Giuseppe Martínez
El próximo 29 de mayo, la Secretaría de Movilidad de Oaxaca pondrá en marcha el retiro de más de 200 bases de taxis colectivos y suburbanos del Centro Histórico de Oaxaca de Juárez como parte del reordenamiento del transporte público impulsado por el gobierno estatal. La medida contempla trasladar las terminales foráneas a la Central Camionera, Símbolos Patrios y Avenida Ferrocarril, bajo el argumento de reducir el congestionamiento vial en el primer cuadro de la ciudad; sin embargo, hasta ahora no existe claridad total sobre cómo operarán los transbordos, las rutas de conexión ni las condiciones de seguridad en los nuevos puntos de ascenso y descenso.

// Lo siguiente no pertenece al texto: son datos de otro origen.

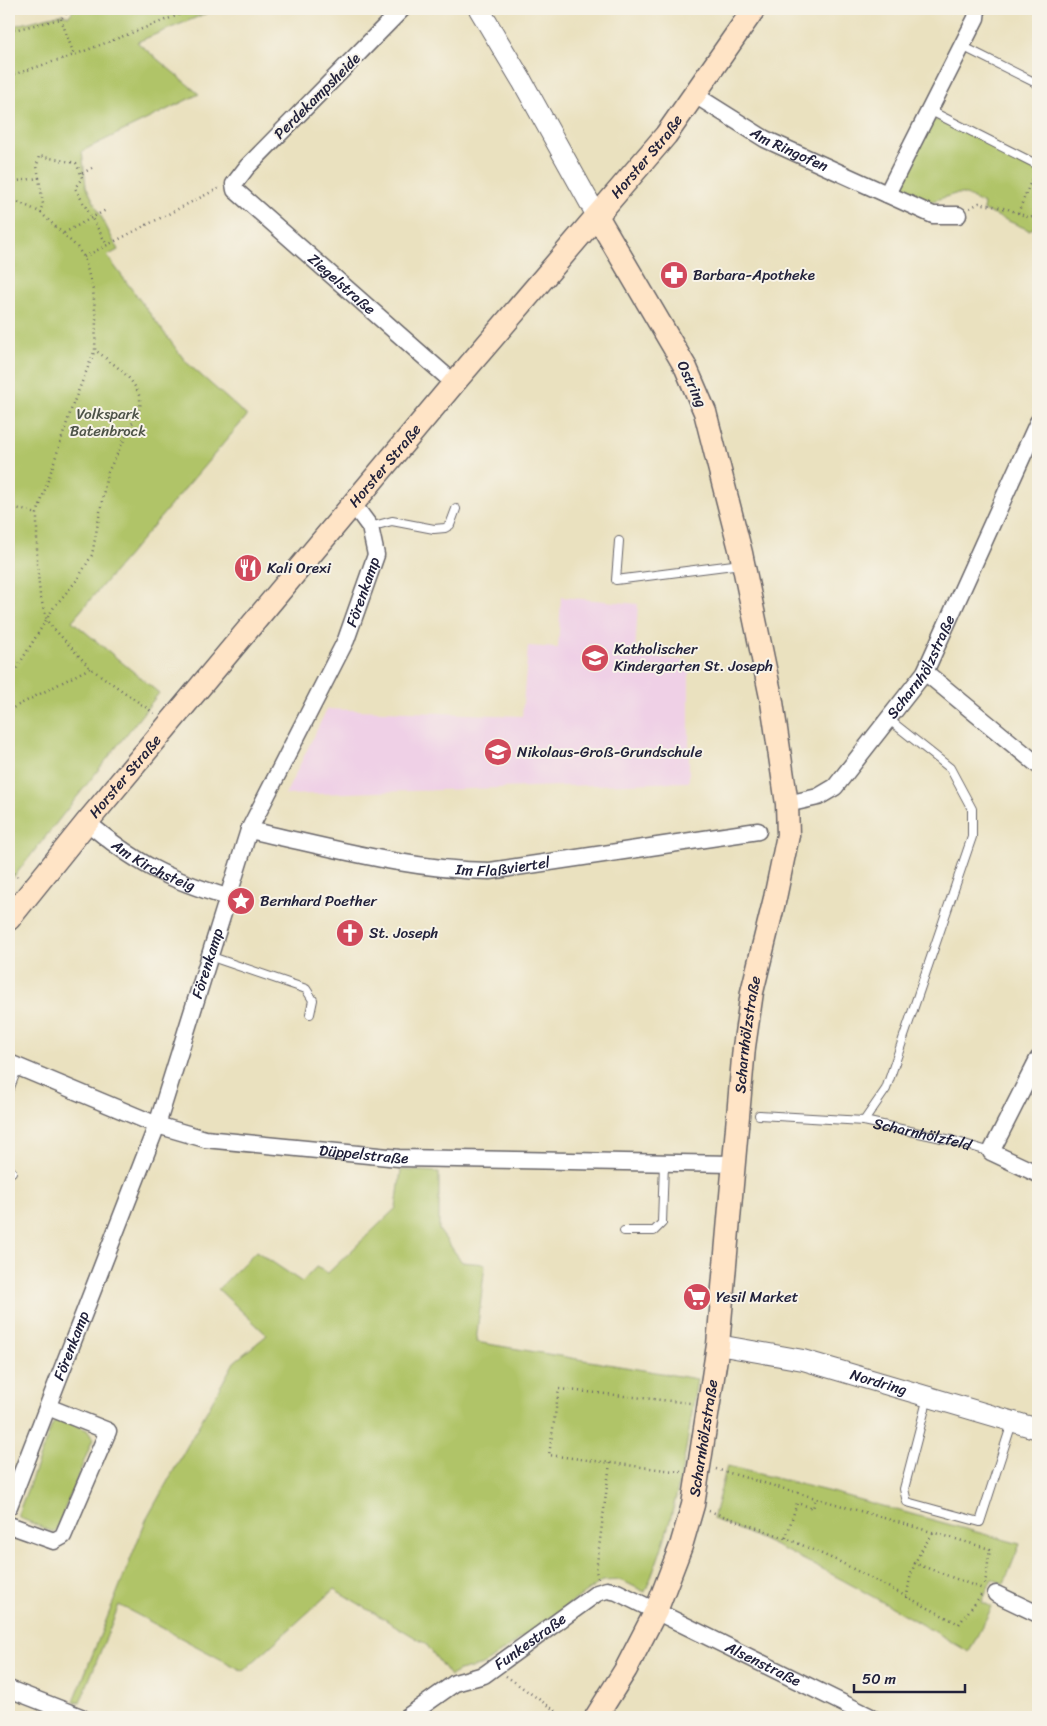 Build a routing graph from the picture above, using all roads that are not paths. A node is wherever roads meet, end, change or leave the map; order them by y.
1 (402, 9) edge
2 (479, 9) edge
3 (754, 9) edge
4 (977, 9) edge
5 (962, 46) junction
6 (1038, 84) edge
7 (695, 95) junction
8 (930, 110) junction
9 (1037, 168) edge
10 (234, 184) joint
11 (887, 194) junction
12 (958, 215) road end
13 (597, 216) junction
14 (454, 383) junction
15 (1038, 422) edge
16 (353, 504) junction
17 (456, 509) dead end
18 (370, 527) junction
19 (620, 541) dead end
20 (743, 564) junction
21 (925, 672) junction
22 (887, 718) junction
23 (1038, 765) edge
24 (787, 804) junction
25 (87, 822) junction
26 (249, 830) junction
27 (758, 831) dead end
28 (226, 899) junction
29 (9, 919) edge
30 (209, 956) junction
31 (310, 1014) dead end
32 (1038, 1059) edge
33 (13, 1065) edge
34 (9, 1090) edge
35 (759, 1115) dead end
36 (864, 1121) junction
37 (157, 1125) junction
38 (991, 1152) junction
39 (664, 1163) junction
40 (734, 1164) junction
41 (1038, 1174) edge
42 (624, 1231) dead end
43 (718, 1345) junction
44 (928, 1396) junction
45 (48, 1407) junction
46 (1013, 1421) junction
47 (1038, 1428) edge
48 (9, 1506) edge
49 (9, 1525) edge
50 (990, 1592) road end
51 (656, 1611) junction
52 (1038, 1614) edge
53 (9, 1689) edge
54 (81, 1717) edge
55 (407, 1717) edge
56 (596, 1717) edge
57 (870, 1717) edge

1 - 10 street, Perdekampsheide
2 - 13 street, Ostring
3 - 7 main road, Horster Straße
4 - 5 street
5 - 6 lane
5 - 8 street
7 - 11 street, Am Ringofen
7 - 13 main road, Horster Straße
8 - 9 lane
8 - 11 street
10 - 14 street, Ziegelstraße
11 - 12 street, Am Ringofen
13 - 14 main road, Horster Straße
13 - 20 main road, Ostring
14 - 16 main road, Horster Straße
15 - 21 street, Scharnhölzstraße
16 - 18 street, Förenkamp
16 - 25 main road, Horster Straße
17 - 18 lane
18 - 26 street, Förenkamp
19 - 20 lane
20 - 24 main road, Ostring
21 - 22 street, Scharnhölzstraße
21 - 23 street
22 - 24 street, Scharnhölzstraße
22 - 36 lane
24 - 40 main road, Scharnhölzstraße
25 - 28 street, Am Kirchsteig
25 - 29 main road, Horster Straße
26 - 27 street, Im Flaßviertel
26 - 28 street, Förenkamp
28 - 30 street, Förenkamp
30 - 31 lane
30 - 37 street, Förenkamp
32 - 38 street, Scharnhölzfeld
33 - 34 lane
33 - 37 street, Düppelstraße
35 - 36 lane, Scharnhölzfeld
36 - 38 lane, Scharnhölzfeld
37 - 39 street, Düppelstraße
37 - 45 street, Förenkamp
38 - 41 street, Scharnhölzfeld
39 - 40 street, Düppelstraße
39 - 42 lane
40 - 43 main road, Scharnhölzstraße
43 - 44 street, Nordring
43 - 51 main road, Scharnhölzstraße
44 - 46 street, Nordring
44 - 46 lane
45 - 48 street, Förenkamp
45 - 49 street
46 - 47 street, Nordring
50 - 52 street
51 - 55 street, Funkestraße
51 - 56 main road, Scharnhölzstraße
51 - 57 street, Alsenstraße
53 - 54 street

De acuerdo con el esquema planteado, las rutas provenientes de municipios de los Valles Centrales y parte de la Mixteca serían concentradas en la Central Camionera; mientras que las unidades que llegan desde San Bartolo Coyotepec, Ocotlán, Zimatlán y comunidades cercanas operarían en Símbolos Patrios. En tanto, los colectivos provenientes de Santa María El Tule, Teotitlán y localidades de ese corredor serían enviados a Avenida Ferrocarril. Aunque la Semovi sostiene que el proyecto busca mejorar la movilidad, usuarios advierten que el cambio trasladará el problema fuera del Centro Histórico sin garantizar condiciones adecuadas para miles de pasajeros que diariamente dependen de estas rutas.
La preocupación crece porque la movilidad entre comunidades y la capital no es únicamente de entrada hacia el Centro Histórico, sino también de salida. Miles de personas llegan diariamente a Oaxaca de Juárez para trabajar en comercios, oficinas, mercados y servicios, mientras que otras salen del centro hacia hospitales, escuelas, universidades, Ciudad Administrativa, Ciudad Judicial y zonas laborales ubicadas en la periferia. Muchos estudiantes y trabajadores deben trasladarse desde muy temprano o regresar durante la noche, por lo que consideran alarmante que los nuevos puntos de transferencia se ubiquen en zonas señaladas constantemente por robos, asaltos y falta de vigilancia.
Usuarios también advierten que el reordenamiento podría representar mayores tiempos de traslado, gastos adicionales y recorridos más largos para quienes dependen del transporte colectivo todos los días. La principal crítica es que la estrategia avanza sin infraestructura suficiente, sin condiciones claras de seguridad y sin un plan visible que garantice que miles de personas puedan seguir moviéndose de manera accesible entre la capital y sus comunidades.